- 776 Okunma
- 1 Yorum
- 1 Beğeni
FİŞİ ÇEK FİŞİ ÇEK
FİŞİ ÇEK FİŞİ ÇEK
Davut Bey, yıllardır öğretmenlik yapmaktadır. Yıllarca çalışmasına rağmen evine istediği beyaz eşyayı alamamıştır. Onca yıl çalışıp evine ancak beyaz eşya alabilmiştir. Televizyon, buzdolabı ve çamaşır makinesi gibi eşyaları almak için yıllarını vermiştir. Bu eşyalardan biri bozulduğu zaman, yerine yenisini almak, imkânsız gibi bir şeydi. Kendisinin aldığı maaş zaten bellidir.
Davut öğretmen, hava karıştığı zaman; gök gürlemeden ve şimşek çakmadan önce, tedbirini alır ayrıca bütün beyaz eşyaların fişlerini çeker ve içi rahat ederdi. Böyle gök gürültülü havalarda, elektrikli araçların çabuk bozulduğunu bilen Davut öğretmen, gerçekten titiz davranırdı.
Oluközü Kasabasında evi olan Davut öğretmen, hafta sonu oraya tatile gitmiştir. Havada kara bulutlar cirit atmaktadır.
Davut öğretmen, namazlarını düzenli kılmaktadır. İnsanlık halidir bu, vaktin birini kılmakta gecikmiştir. Namazını kazaya bırakmamak için derhal abdest alır ve namaza durur. Davut öğretmen, namaza durmadan önce, elektrikli araçların fişlerini çekmeyi unutmuştur. Davut öğretmen, namazdayken birden gök gürlemeye ve şimşek çakmaya başlar…
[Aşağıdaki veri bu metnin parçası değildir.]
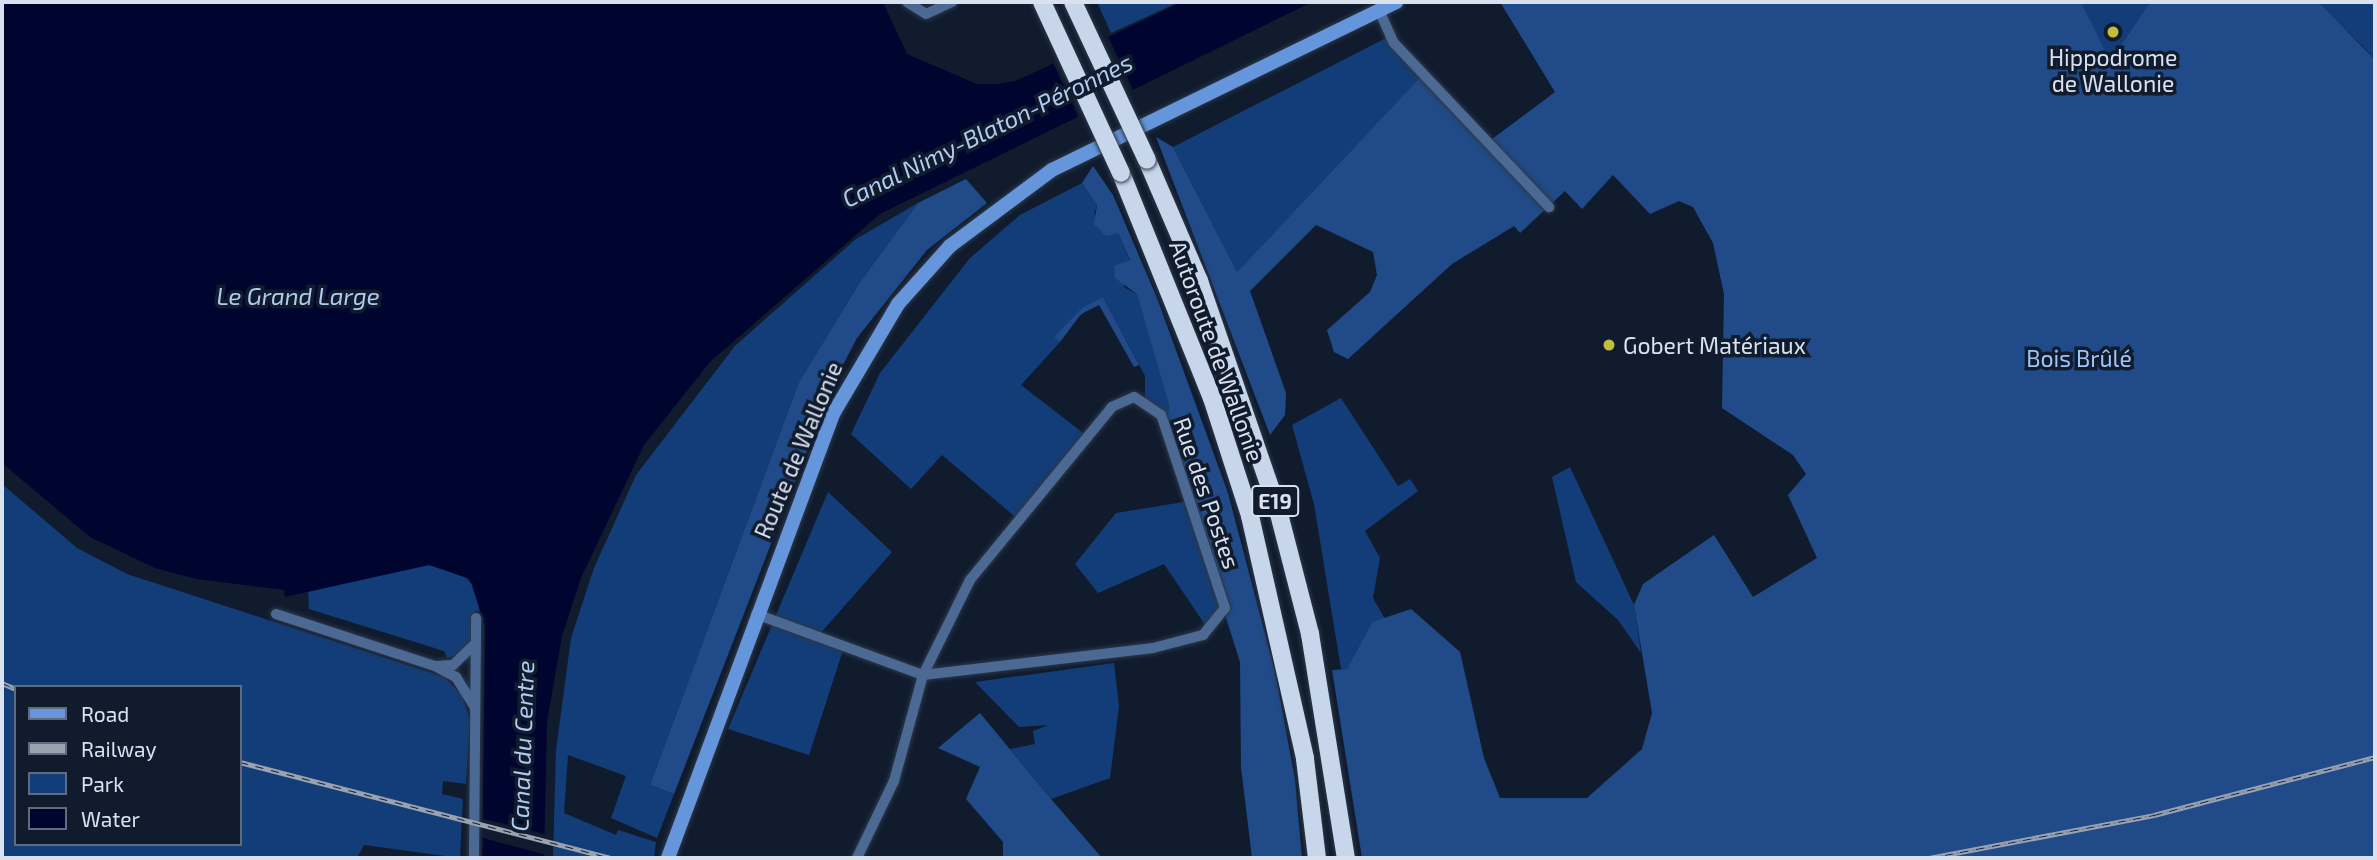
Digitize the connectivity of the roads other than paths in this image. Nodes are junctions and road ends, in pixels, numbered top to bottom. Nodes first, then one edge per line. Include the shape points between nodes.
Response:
1 (907, 2) edge
2 (952, 2) edge
3 (1042, 2) edge
4 (1073, 2) edge
5 (1396, 2) edge
6 (1379, 10) junction
7 (1549, 207) dead end
8 (755, 613) junction
9 (276, 614) dead end
10 (476, 618) dead end
11 (476, 643) junction
12 (435, 666) junction
13 (923, 675) junction
14 (477, 710) junction
15 (474, 858) edge
16 (668, 858) edge
17 (857, 858) edge
18 (1317, 858) edge
19 (1346, 858) edge

1 - 2 street via 926,14
3 - 18 highway, Autoroute de Wallonie / E19, bridge via 1121,173 1212,398 1250,516 1306,759
4 - 19 highway, Autoroute de Wallonie / E19, bridge via 1147,160 1222,343 1278,510 1318,674
5 - 6 main road, Route de Wallonie
6 - 7 street via 1394,43
6 - 8 main road, Route de Wallonie via 1052,170 950,246 898,304 853,374
8 - 13 street, Rue des Postes
8 - 16 main road, Route de Wallonie
9 - 12 street
10 - 11 street
11 - 12 street via 453,665
11 - 14 street
12 - 14 street via 456,677
13 - 13 street, Rue des Postes via 1153,648 1203,635 1219,623 1226,608 1153,405 1134,397 1104,415 970,580
13 - 17 street, Rue des Postes via 894,781
14 - 15 street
Davut öğretmen, namazdayken elektrikli araçların fişlerini çekmediği aklına gelir. Bir taraftan namazdayken sureleri okurken, arada gök gürleyip şimşek çakar; bu arada
Davut öğretmen:
“Fişi çek, fişi çek.” diye evdekilere seslenir. Namazını tamamlayıp selamı verene kadar birkaç kez:
“Fişi çek, fişi çek, fişi çek…” diye söylenir durur. Bu durumda da namaz kılmaya devam eder…
Bu fişi çek olayını duyan, kendi köyünden Basri öğretmen, bu olayı diline dolar. Davut Öğretmen’e devamlı takılır ve şakalaşır ona gök gürlediği zaman:
“Fişi çek, fişi çek…” diye.
Basri öğretmen ve Davut öğretmen ayrı ayrı okullarda görev yapmaktadırlar. Basri öğretmen, Davut öğretmenin fişi çek olayını, okula gelen yeni öğretmenlere espri olsun diye anlatır durur…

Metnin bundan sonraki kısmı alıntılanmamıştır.